------ Data for review ------
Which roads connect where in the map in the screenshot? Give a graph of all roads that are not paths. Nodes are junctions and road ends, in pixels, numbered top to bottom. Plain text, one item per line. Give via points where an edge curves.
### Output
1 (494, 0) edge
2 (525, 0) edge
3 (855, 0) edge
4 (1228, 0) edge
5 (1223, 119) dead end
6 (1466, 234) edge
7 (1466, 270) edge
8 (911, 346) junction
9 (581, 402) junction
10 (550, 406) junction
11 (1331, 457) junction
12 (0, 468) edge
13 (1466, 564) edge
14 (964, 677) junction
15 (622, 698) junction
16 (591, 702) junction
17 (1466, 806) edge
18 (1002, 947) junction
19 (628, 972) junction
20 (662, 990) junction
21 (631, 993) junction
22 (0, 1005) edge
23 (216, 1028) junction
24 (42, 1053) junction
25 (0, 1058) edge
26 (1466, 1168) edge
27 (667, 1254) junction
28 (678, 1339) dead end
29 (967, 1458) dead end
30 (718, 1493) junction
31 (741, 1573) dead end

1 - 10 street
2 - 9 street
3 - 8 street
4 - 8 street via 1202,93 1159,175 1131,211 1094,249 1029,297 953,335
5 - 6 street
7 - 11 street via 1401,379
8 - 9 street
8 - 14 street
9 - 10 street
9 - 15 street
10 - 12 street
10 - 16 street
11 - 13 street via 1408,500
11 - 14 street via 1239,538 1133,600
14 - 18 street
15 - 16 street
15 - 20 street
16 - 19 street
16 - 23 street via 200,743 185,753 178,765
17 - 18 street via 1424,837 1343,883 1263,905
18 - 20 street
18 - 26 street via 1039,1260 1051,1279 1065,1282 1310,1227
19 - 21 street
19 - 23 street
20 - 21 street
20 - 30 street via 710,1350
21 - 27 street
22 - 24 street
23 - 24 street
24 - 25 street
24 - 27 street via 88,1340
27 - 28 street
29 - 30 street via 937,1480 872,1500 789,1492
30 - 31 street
------
> Try it: Your reply should consist of the records, duplicated exactly.

> Answer for this exercise:
Which roads connect where in the map in the screenshot? Give a graph of all roads that are not paths. Nodes are junctions and road ends, in pixels, numbered top to bottom. Plain text, one item per line. Give via points where an edge curves.
### Output
1 (494, 0) edge
2 (525, 0) edge
3 (855, 0) edge
4 (1228, 0) edge
5 (1223, 119) dead end
6 (1466, 234) edge
7 (1466, 270) edge
8 (911, 346) junction
9 (581, 402) junction
10 (550, 406) junction
11 (1331, 457) junction
12 (0, 468) edge
13 (1466, 564) edge
14 (964, 677) junction
15 (622, 698) junction
16 (591, 702) junction
17 (1466, 806) edge
18 (1002, 947) junction
19 (628, 972) junction
20 (662, 990) junction
21 (631, 993) junction
22 (0, 1005) edge
23 (216, 1028) junction
24 (42, 1053) junction
25 (0, 1058) edge
26 (1466, 1168) edge
27 (667, 1254) junction
28 (678, 1339) dead end
29 (967, 1458) dead end
30 (718, 1493) junction
31 (741, 1573) dead end

1 - 10 street
2 - 9 street
3 - 8 street
4 - 8 street via 1202,93 1159,175 1131,211 1094,249 1029,297 953,335
5 - 6 street
7 - 11 street via 1401,379
8 - 9 street
8 - 14 street
9 - 10 street
9 - 15 street
10 - 12 street
10 - 16 street
11 - 13 street via 1408,500
11 - 14 street via 1239,538 1133,600
14 - 18 street
15 - 16 street
15 - 20 street
16 - 19 street
16 - 23 street via 200,743 185,753 178,765
17 - 18 street via 1424,837 1343,883 1263,905
18 - 20 street
18 - 26 street via 1039,1260 1051,1279 1065,1282 1310,1227
19 - 21 street
19 - 23 street
20 - 21 street
20 - 30 street via 710,1350
21 - 27 street
22 - 24 street
23 - 24 street
24 - 25 street
24 - 27 street via 88,1340
27 - 28 street
29 - 30 street via 937,1480 872,1500 789,1492
30 - 31 street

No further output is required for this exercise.